Task statement
Retype all of the listing exactly, with no pictures.

----- Source material -----

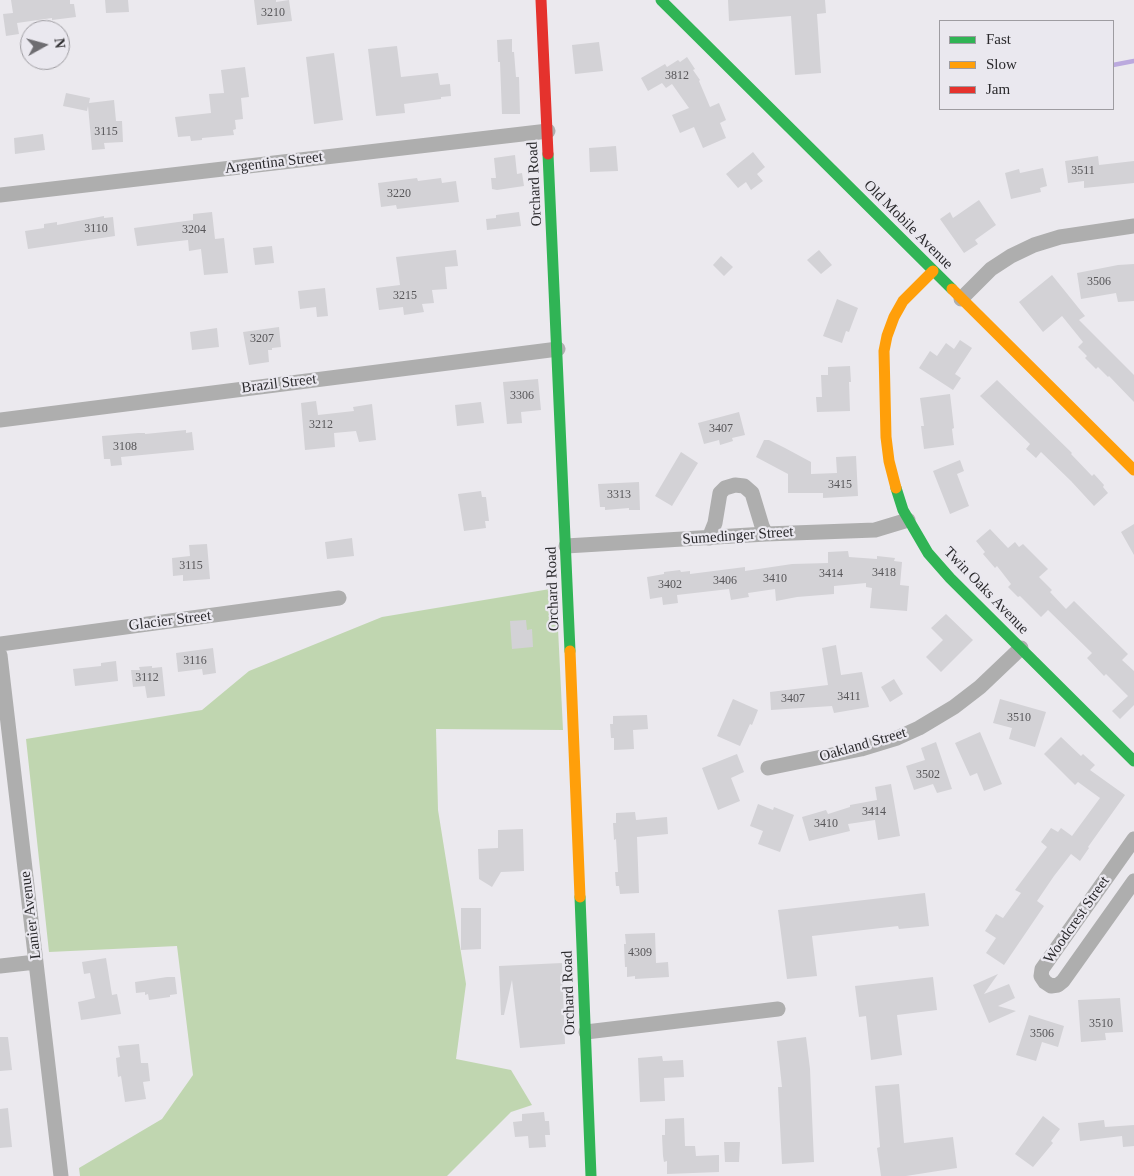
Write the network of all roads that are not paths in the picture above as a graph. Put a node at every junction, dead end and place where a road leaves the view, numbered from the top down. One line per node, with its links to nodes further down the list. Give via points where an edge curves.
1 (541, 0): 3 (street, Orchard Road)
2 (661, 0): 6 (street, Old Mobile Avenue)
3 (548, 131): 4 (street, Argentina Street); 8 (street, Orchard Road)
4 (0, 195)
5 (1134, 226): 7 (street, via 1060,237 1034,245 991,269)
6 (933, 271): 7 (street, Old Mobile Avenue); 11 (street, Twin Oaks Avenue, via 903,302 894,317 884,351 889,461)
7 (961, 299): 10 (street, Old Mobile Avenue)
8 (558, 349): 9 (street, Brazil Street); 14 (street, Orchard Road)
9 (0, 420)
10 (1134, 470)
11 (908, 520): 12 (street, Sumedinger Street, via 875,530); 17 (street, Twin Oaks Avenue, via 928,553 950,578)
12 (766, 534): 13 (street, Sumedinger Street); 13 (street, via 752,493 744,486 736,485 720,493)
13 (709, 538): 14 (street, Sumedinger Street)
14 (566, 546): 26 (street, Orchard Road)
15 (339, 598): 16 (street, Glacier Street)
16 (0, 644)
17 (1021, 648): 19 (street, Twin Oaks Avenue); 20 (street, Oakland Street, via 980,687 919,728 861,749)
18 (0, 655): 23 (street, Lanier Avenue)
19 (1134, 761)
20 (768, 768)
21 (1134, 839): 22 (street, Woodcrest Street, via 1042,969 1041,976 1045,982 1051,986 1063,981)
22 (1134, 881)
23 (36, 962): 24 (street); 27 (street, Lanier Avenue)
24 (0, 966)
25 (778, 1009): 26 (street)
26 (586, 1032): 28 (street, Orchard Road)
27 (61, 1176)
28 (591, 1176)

-----

Exercise output
Write the network of all roads that are not paths in the picture above as a graph. Put a node at every junction, dead end and place where a road leaves the view, numbered from the top down. One line per node, with its links to nodes further down the list. Give via points where an edge curves.
1 (541, 0): 3 (street, Orchard Road)
2 (661, 0): 6 (street, Old Mobile Avenue)
3 (548, 131): 4 (street, Argentina Street); 8 (street, Orchard Road)
4 (0, 195)
5 (1134, 226): 7 (street, via 1060,237 1034,245 991,269)
6 (933, 271): 7 (street, Old Mobile Avenue); 11 (street, Twin Oaks Avenue, via 903,302 894,317 884,351 889,461)
7 (961, 299): 10 (street, Old Mobile Avenue)
8 (558, 349): 9 (street, Brazil Street); 14 (street, Orchard Road)
9 (0, 420)
10 (1134, 470)
11 (908, 520): 12 (street, Sumedinger Street, via 875,530); 17 (street, Twin Oaks Avenue, via 928,553 950,578)
12 (766, 534): 13 (street, Sumedinger Street); 13 (street, via 752,493 744,486 736,485 720,493)
13 (709, 538): 14 (street, Sumedinger Street)
14 (566, 546): 26 (street, Orchard Road)
15 (339, 598): 16 (street, Glacier Street)
16 (0, 644)
17 (1021, 648): 19 (street, Twin Oaks Avenue); 20 (street, Oakland Street, via 980,687 919,728 861,749)
18 (0, 655): 23 (street, Lanier Avenue)
19 (1134, 761)
20 (768, 768)
21 (1134, 839): 22 (street, Woodcrest Street, via 1042,969 1041,976 1045,982 1051,986 1063,981)
22 (1134, 881)
23 (36, 962): 24 (street); 27 (street, Lanier Avenue)
24 (0, 966)
25 (778, 1009): 26 (street)
26 (586, 1032): 28 (street, Orchard Road)
27 (61, 1176)
28 (591, 1176)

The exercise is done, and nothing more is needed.